Passage
A time to love, And a time to hate. A time of war, And a time of peace.
A time to love, And a time to hate. A time of war, And a time of peace.
Ecclesiastes 3:6 A time to seek, And a time to destroy. A time to keep, And a time to cast away.
Ecclesiastes 3:7 A time to rend, And a time to sew. A time to be silent, And a time to speak.
Ecclesiastes 3:8 A time to love, And a time to hate. A time of war, And a time of peace.
Ecclesiastes 3:9 What advantage hath the doer in that which he is labouring at?
Ecclesiastes 3:10 I have seen the travail that God hath given to the sons of man to be humbled by it.
The verse centers on "time", "love", "hate", and "peace". It is saying that the verse draws attention to "time" and "love", so its meaning should be read from those terms before moving to application.

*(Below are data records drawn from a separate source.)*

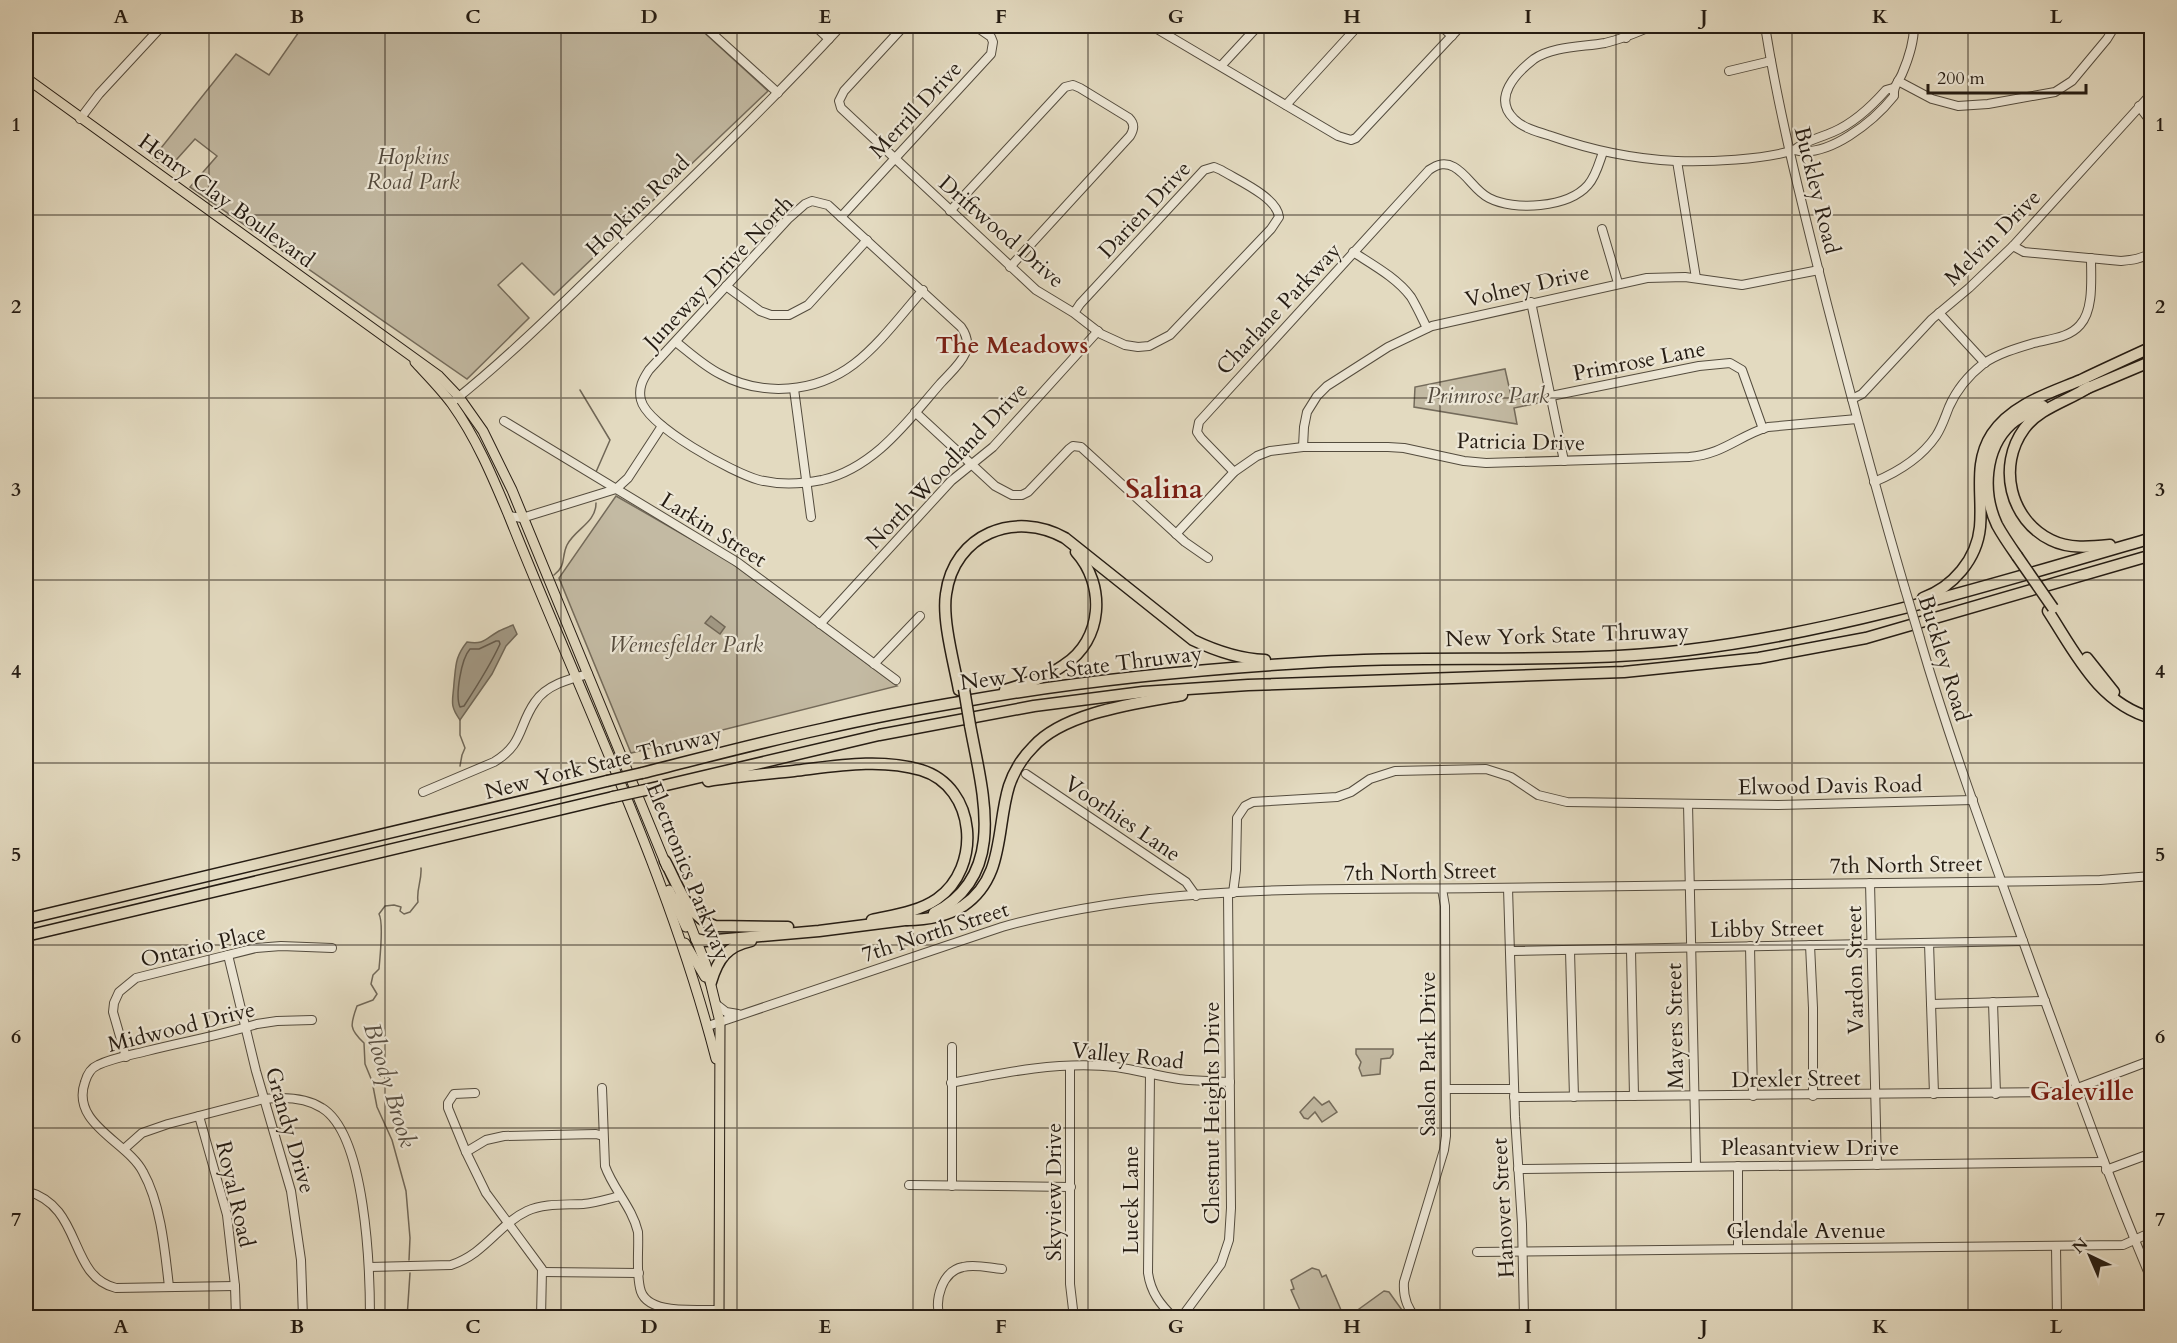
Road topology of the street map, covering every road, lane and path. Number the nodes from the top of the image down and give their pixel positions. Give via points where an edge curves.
1 (162, 26) edge
2 (704, 26) edge
3 (814, 26) edge
4 (841, 26) edge
5 (904, 26) edge
6 (975, 26) edge
7 (1152, 26) edge
8 (1258, 26) edge
9 (1358, 26) edge
10 (1441, 26) edge
11 (1461, 26) edge
12 (1622, 26) edge
13 (1652, 26) edge
14 (1766, 26) edge
15 (1914, 26) edge
16 (2115, 26) edge
17 (1452, 36) junction
18 (1626, 38) junction
19 (829, 39) junction
20 (1771, 61) junction
21 (1221, 66) junction
22 (1729, 71) dead end
23 (26, 78) edge
24 (1896, 84) junction
25 (778, 93) junction
26 (2151, 93) edge
27 (1286, 105) junction
28 (2139, 106) junction
29 (80, 119) junction
30 (1849, 125) junction
31 (1853, 134) junction
32 (2151, 142) edge
33 (1792, 151) junction
34 (1603, 152) junction
35 (894, 159) junction
36 (1677, 161) junction
37 (950, 211) junction
38 (1279, 213) joint
39 (841, 216) junction
40 (1602, 230) dead end
41 (867, 240) junction
42 (2013, 246) junction
43 (1353, 252) junction
44 (2151, 252) edge
45 (2091, 258) junction
46 (1010, 267) junction
47 (1819, 270) junction
48 (1696, 278) junction
49 (1618, 284) junction
50 (726, 286) junction
51 (923, 290) junction
52 (1531, 303) junction
53 (1074, 313) junction
54 (1939, 313) junction
55 (1427, 328) junction
56 (1098, 331) junction
57 (676, 342) junction
58 (2151, 347) edge
59 (2151, 361) edge
60 (1985, 363) junction
61 (2089, 387) junction
62 (794, 389) junction
63 (1551, 396) junction
64 (1852, 399) junction
65 (455, 400) junction
66 (915, 412) junction
67 (1857, 419) junction
68 (504, 421) dead end
69 (662, 426) junction
70 (1763, 429) junction
71 (1303, 447) junction
72 (1564, 461) junction
73 (971, 464) junction
74 (1234, 472) junction
75 (1874, 482) junction
76 (1979, 482) junction
77 (807, 483) junction
78 (616, 489) junction
79 (811, 517) dead end
80 (516, 521) junction
81 (1176, 534) junction
82 (2151, 538) edge
83 (1208, 558) dead end
84 (2015, 558) junction
85 (2151, 558) edge
86 (2050, 610) junction
87 (1875, 615) junction
88 (920, 616) dead end
89 (820, 624) junction
90 (1322, 661) junction
91 (874, 664) junction
92 (588, 674) junction
93 (576, 677) junction
94 (896, 680) dead end
95 (1248, 685) junction
96 (961, 689) junction
97 (970, 700) junction
98 (2151, 711) edge
99 (2151, 718) edge
100 (968, 725) junction
101 (1026, 774) dead end
102 (666, 785) junction
103 (423, 792) dead end
104 (1972, 801) junction
105 (1688, 804) junction
106 (641, 838) junction
107 (665, 861) junction
108 (2151, 876) edge
109 (2002, 882) junction
110 (1870, 883) junction
111 (1688, 885) junction
112 (1508, 888) junction
113 (1442, 889) junction
114 (1231, 893) junction
115 (1196, 896) junction
116 (26, 919) edge
117 (872, 920) junction
118 (907, 920) junction
119 (790, 930) junction
120 (26, 936) edge
121 (680, 939) junction
122 (696, 939) junction
123 (2023, 941) junction
124 (1929, 943) junction
125 (1871, 944) junction
126 (1810, 945) junction
127 (1750, 946) junction
128 (332, 948) dead end
129 (1691, 948) junction
130 (1631, 950) junction
131 (1511, 951) junction
132 (1570, 951) junction
133 (228, 955) junction
134 (711, 982) junction
135 (716, 1000) junction
136 (2045, 1001) junction
137 (1993, 1002) junction
138 (1931, 1004) junction
139 (746, 1014) junction
140 (312, 1020) dead end
141 (720, 1022) junction
142 (708, 1026) junction
143 (245, 1028) junction
144 (952, 1047) dead end
145 (126, 1057) junction
146 (2151, 1060) edge
147 (1070, 1066) junction
148 (720, 1073) junction
149 (1150, 1073) junction
150 (1230, 1082) junction
151 (951, 1083) junction
152 (602, 1088) dead end
153 (1446, 1089) junction
154 (2077, 1089) junction
155 (475, 1093) dead end
156 (1514, 1093) junction
157 (1934, 1094) junction
158 (1996, 1094) junction
159 (1875, 1095) junction
160 (1574, 1096) junction
161 (1634, 1096) junction
162 (1693, 1096) junction
163 (1753, 1096) junction
164 (1813, 1096) junction
165 (264, 1099) junction
166 (199, 1116) junction
167 (603, 1136) junction
168 (124, 1149) junction
169 (466, 1152) junction
170 (2151, 1152) edge
171 (1876, 1165) junction
172 (1696, 1166) junction
173 (1738, 1166) junction
174 (2105, 1166) junction
175 (1518, 1169) junction
176 (909, 1185) dead end
177 (951, 1186) junction
178 (1071, 1186) junction
179 (26, 1191) edge
180 (620, 1196) junction
181 (510, 1224) junction
182 (2151, 1232) edge
183 (2134, 1240) junction
184 (2056, 1246) junction
185 (1738, 1248) junction
186 (1523, 1251) junction
187 (1477, 1252) dead end
188 (369, 1267) junction
189 (1002, 1269) dead end
190 (543, 1272) junction
191 (639, 1273) junction
192 (2151, 1281) edge
193 (236, 1286) junction
194 (169, 1287) junction
195 (719, 1314) edge
196 (236, 1317) edge
197 (303, 1317) edge
198 (370, 1317) edge
199 (541, 1317) edge
200 (940, 1317) edge
201 (1074, 1317) edge
202 (1174, 1317) edge
203 (1181, 1317) edge
204 (1416, 1317) edge
205 (1524, 1317) edge
206 (2057, 1317) edge
207 (2098, 1317) edge
208 (2151, 1317) edge

1 - 29 street
2 - 25 street
3 - 19 street
4 - 19 street, Hopkins Road
5 - 35 street, Driftwood Drive via 839,101 844,113
6 - 35 street, Merrill Drive via 991,36 991,54
7 - 21 street
8 - 21 street
9 - 27 street
10 - 17 street
11 - 17 street
12 - 18 street
13 - 18 street
14 - 20 street, Buckley Road
15 - 24 street
16 - 24 street via 2072,81 2055,92 1958,106
17 - 27 street via 1356,138 1338,136
18 - 34 street via 1536,58 1510,83 1505,94 1509,113 1518,123
19 - 25 street, Hopkins Road
20 - 22 street
20 - 33 street, Buckley Road
21 - 27 street
23 - 29 main road, Henry Clay Boulevard
24 - 30 street
24 - 31 street via 1894,96 1885,107
25 - 65 street, Hopkins Road via 558,307
26 - 28 street, Melvin Drive
28 - 32 street via 2148,118
28 - 42 street, Melvin Drive
29 - 65 main road, Henry Clay Boulevard via 406,352
30 - 31 street
30 - 33 street via 1802,143
31 - 33 street via 1805,153
33 - 36 street
33 - 47 street, Buckley Road
34 - 36 street
34 - 43 street, Charlane Parkway via 1588,186 1573,196 1539,205 1522,206 1489,198 1454,167 1438,165
35 - 37 street, Driftwood Drive
35 - 39 street, Merrill Drive
36 - 48 street
37 - 46 street, Driftwood Drive
37 - 46 street via 1065,87 1080,88 1129,117 1134,128 1130,136
38 - 53 street, Darien Drive via 1267,198 1221,171 1204,170
38 - 56 street, Driftwood Drive via 1271,229 1170,335 1155,344 1138,347 1112,340
39 - 41 street, Juneway Drive North
39 - 50 street, Juneway Drive North via 820,202 805,204
40 - 49 street
41 - 50 street via 808,305 789,315 760,311
41 - 51 street, Juneway Drive North
42 - 45 street via 2024,252
42 - 54 street, Melvin Drive
43 - 55 street via 1405,290
43 - 74 street, Charlane Parkway via 1199,422 1197,432 1201,438
44 - 45 street via 2136,260
45 - 60 street via 2089,301 2079,327
46 - 53 street, Driftwood Drive via 1036,290
47 - 48 street, Volney Drive via 1742,285
47 - 64 street, Buckley Road
48 - 49 street, Volney Drive via 1662,276
49 - 52 street, Volney Drive
50 - 57 street, Juneway Drive North
51 - 62 street via 855,364 826,381
51 - 66 street, Juneway Drive North via 961,327 968,347
52 - 55 street, Volney Drive
52 - 63 street
53 - 56 street, Driftwood Drive
54 - 60 street
54 - 64 street, Melvin Drive via 1862,394
55 - 71 street, Volney Drive via 1388,347 1327,386 1307,412
56 - 73 street, North Woodland Drive via 993,447
57 - 62 street via 702,363 735,381
57 - 69 street, Juneway Drive North via 641,384 641,402
58 - 76 highway via 2013,412 1987,443
59 - 61 highway
60 - 75 street via 1956,393 1937,434 1921,454
61 - 82 highway via 2040,413 2022,431 2011,459 2013,497 2028,524 2063,544 2096,547
61 - 84 highway via 2022,416 1996,445 1988,473 1989,500
62 - 77 street
63 - 70 street, Primrose Lane via 1730,363 1742,370
63 - 72 street
64 - 67 street, Buckley Road
65 - 80 main road via 496,486 516,512
65 - 80 main road, Electronics Parkway via 493,448
66 - 73 street
66 - 77 street, Juneway Drive North via 860,465
67 - 70 street, Patricia Drive
67 - 75 street, Buckley Road
68 - 78 street, Larkin Street
69 - 77 street, Juneway Drive North via 732,470 759,480
69 - 78 street via 628,478
70 - 72 street, Patricia Drive via 1700,456
71 - 72 street, Patricia Drive via 1404,448 1485,463
71 - 74 street, Patricia Drive via 1270,451
73 - 81 street via 995,486 1022,495 1069,449 1081,447
73 - 89 street, North Woodland Drive
74 - 81 street, Patricia Drive
75 - 104 street, Buckley Road, bridge via 1943,718
76 - 84 highway via 1990,523
76 - 87 highway via 1980,528 1971,558 1962,571 1930,596
77 - 79 street
78 - 80 street
78 - 89 street, Larkin Street via 737,562
80 - 92 main road, Electronics Parkway via 547,575
80 - 93 main road, Electronics Parkway
81 - 83 street
82 - 87 highway, New York State Thruway
84 - 86 highway, bridge
85 - 95 highway, New York State Thruway via 1866,638 1759,658 1624,672
86 - 98 highway via 2111,689 2129,703
86 - 99 highway via 2098,686 2115,702
87 - 90 highway, New York State Thruway via 1789,634 1645,654
88 - 91 street
89 - 91 street, Larkin Street
90 - 96 highway via 1255,660 1212,649 1177,629 1065,538 1041,527 1018,525 992,532 970,546 950,578 945,606
90 - 97 highway, New York State Thruway via 1117,679
91 - 94 street, Larkin Street
92 - 93 street
92 - 107 main road, Electronics Parkway
93 - 103 street via 539,697 516,742 504,756
93 - 106 main road, Electronics Parkway
95 - 102 highway, New York State Thruway via 1143,692 963,718
95 - 118 highway via 1104,712 1056,729 1041,739 1020,763 1012,780 996,861 980,890 969,902 947,914
96 - 97 highway via 950,606 952,584 962,561 988,539 1013,530 1034,530 1067,544 1084,562 1094,584 1096,613 1088,639 1072,658 1047,674
96 - 100 highway, bridge
97 - 116 highway, New York State Thruway, bridge via 822,729
100 - 117 highway via 980,813 973,870 954,896 931,910
100 - 118 highway via 984,808 979,866 954,901 935,913
101 - 115 street, Voorhies Lane via 1170,870
102 - 117 highway via 884,764 902,765 940,780 955,797 968,830 968,848 958,876 952,886 924,906
102 - 120 highway, New York State Thruway, bridge
104 - 105 street, Elwood Davis Road
104 - 109 street, Buckley Road
105 - 111 street
105 - 114 street, Elwood Davis Road via 1560,801 1538,795 1511,777 1486,769 1395,771 1337,797 1264,800 1245,806 1237,818 1236,870
106 - 121 main road, Electronics Parkway
106 - 122 main road via 683,922
107 - 119 highway via 689,908 706,923
107 - 122 main road, Electronics Parkway
108 - 109 street, 7th North Street
109 - 110 street, 7th North Street
109 - 123 street, Buckley Road
110 - 111 street, 7th North Street
110 - 125 street, Vardon Street
111 - 112 street, 7th North Street
111 - 129 street, Mayers Street
112 - 113 street, 7th North Street
112 - 131 street, Hanover Street
113 - 114 street, 7th North Street
113 - 153 street, Saslon Park Drive
114 - 115 street, 7th North Street
114 - 150 street, Chestnut Heights Drive
115 - 139 street, 7th North Street via 1039,916
117 - 119 highway
118 - 119 highway
119 - 122 highway
119 - 134 highway via 733,946 718,962
121 - 122 main road
121 - 135 main road via 688,945
121 - 142 main road, Electronics Parkway
122 - 134 main road, Electronics Parkway
123 - 124 street, Libby Street
123 - 136 street, Buckley Road
124 - 125 street, Libby Street
124 - 138 street
125 - 126 street, Libby Street
125 - 159 street, Vardon Street
126 - 127 street, Libby Street
126 - 164 street
127 - 129 street, Libby Street
127 - 163 street
128 - 133 street, Ontario Place via 281,946
129 - 130 street, Libby Street
129 - 162 street, Mayers Street
130 - 132 street, Libby Street
130 - 161 street
131 - 132 street, Libby Street
131 - 156 street, Hanover Street
132 - 160 street
133 - 143 street, Grandy Drive
133 - 145 street, Ontario Place via 143,975 119,992 113,1012
134 - 135 main road, Electronics Parkway
135 - 139 street via 733,1014
135 - 141 main road, Electronics Parkway
136 - 137 street
136 - 154 street, Buckley Road
137 - 138 street
137 - 158 street
138 - 157 street
139 - 141 street, 7th North Street
140 - 143 street, Midwood Drive via 277,1021
141 - 142 street, 7th North Street
141 - 148 main road, Electronics Parkway
142 - 148 main road, Electronics Parkway
143 - 145 street, Midwood Drive
143 - 165 street, Grandy Drive
144 - 151 street
145 - 168 street, Midwood Drive via 95,1066 82,1090 88,1115
146 - 154 street, Drexler Street
147 - 149 street, Valley Road
147 - 151 street, Valley Road via 1041,1066
147 - 178 street, Skyview Drive
148 - 195 main road, Electronics Parkway
149 - 150 street, Valley Road
149 - 202 street, Lueck Lane via 1148,1273 1155,1295
150 - 203 street, Chestnut Heights Drive via 1229,1240 1221,1264
151 - 177 street
152 - 167 street
153 - 156 street, Drexler Street
153 - 204 street, Saslon Park Drive via 1444,1150 1404,1282 1406,1305
154 - 158 street, Drexler Street
154 - 174 street, Buckley Road
155 - 169 street via 454,1094 447,1103
156 - 160 street, Drexler Street
156 - 175 street, Hanover Street
157 - 158 street, Drexler Street
157 - 159 street, Drexler Street
159 - 164 street, Drexler Street
159 - 171 street, Vardon Street
160 - 161 street, Drexler Street
161 - 162 street, Drexler Street
162 - 163 street, Drexler Street
162 - 172 street, Mayers Street
163 - 164 street, Drexler Street
165 - 166 street
165 - 188 street via 312,1103 336,1122 345,1140 361,1199
165 - 197 street, Grandy Drive via 296,1216
166 - 168 street via 142,1133
166 - 193 street, Royal Road via 227,1215
167 - 169 street via 504,1136 486,1140
167 - 180 street via 605,1166
168 - 194 street, Midwood Drive via 136,1161 149,1185 160,1224
169 - 181 street via 486,1193
170 - 174 street, Pleasantview Drive
171 - 173 street, Pleasantview Drive
171 - 174 street, Pleasantview Drive
172 - 173 street, Pleasantview Drive
172 - 175 street, Pleasantview Drive
173 - 185 street
174 - 183 street, Buckley Road
175 - 186 street, Hanover Street
176 - 177 street
177 - 178 street
178 - 201 street, Skyview Drive via 1070,1284
179 - 194 street via 40,1196 61,1214 96,1281 116,1288
180 - 181 street via 532,1209
180 - 191 street via 638,1232
181 - 188 street via 473,1255 451,1265
181 - 190 street
182 - 183 street, Glendale Avenue
183 - 184 street, Glendale Avenue via 2123,1245
183 - 192 street, Buckley Road
184 - 185 street, Glendale Avenue
184 - 206 street
185 - 186 street, Glendale Avenue
186 - 187 street, Glendale Avenue
186 - 205 street, Hanover Street
188 - 198 street
189 - 200 street via 957,1269 940,1290
190 - 191 street
190 - 199 street
191 - 195 street via 643,1298 658,1307
193 - 194 street
193 - 196 street, Royal Road
207 - 208 street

The nearby context moves from verse 7's "A time to rend And a time..." into verse 9's "What advantage hath the doer in that...", so "time" and "love" belong inside that flow. In Ecclesiastes context, the local focus is covenant, worship, and faithfulness.
A plain takeaway is to answer the verse's own emphasis on "time" and "love" with trust shaped by these words, not by a vague optimism outside the passage.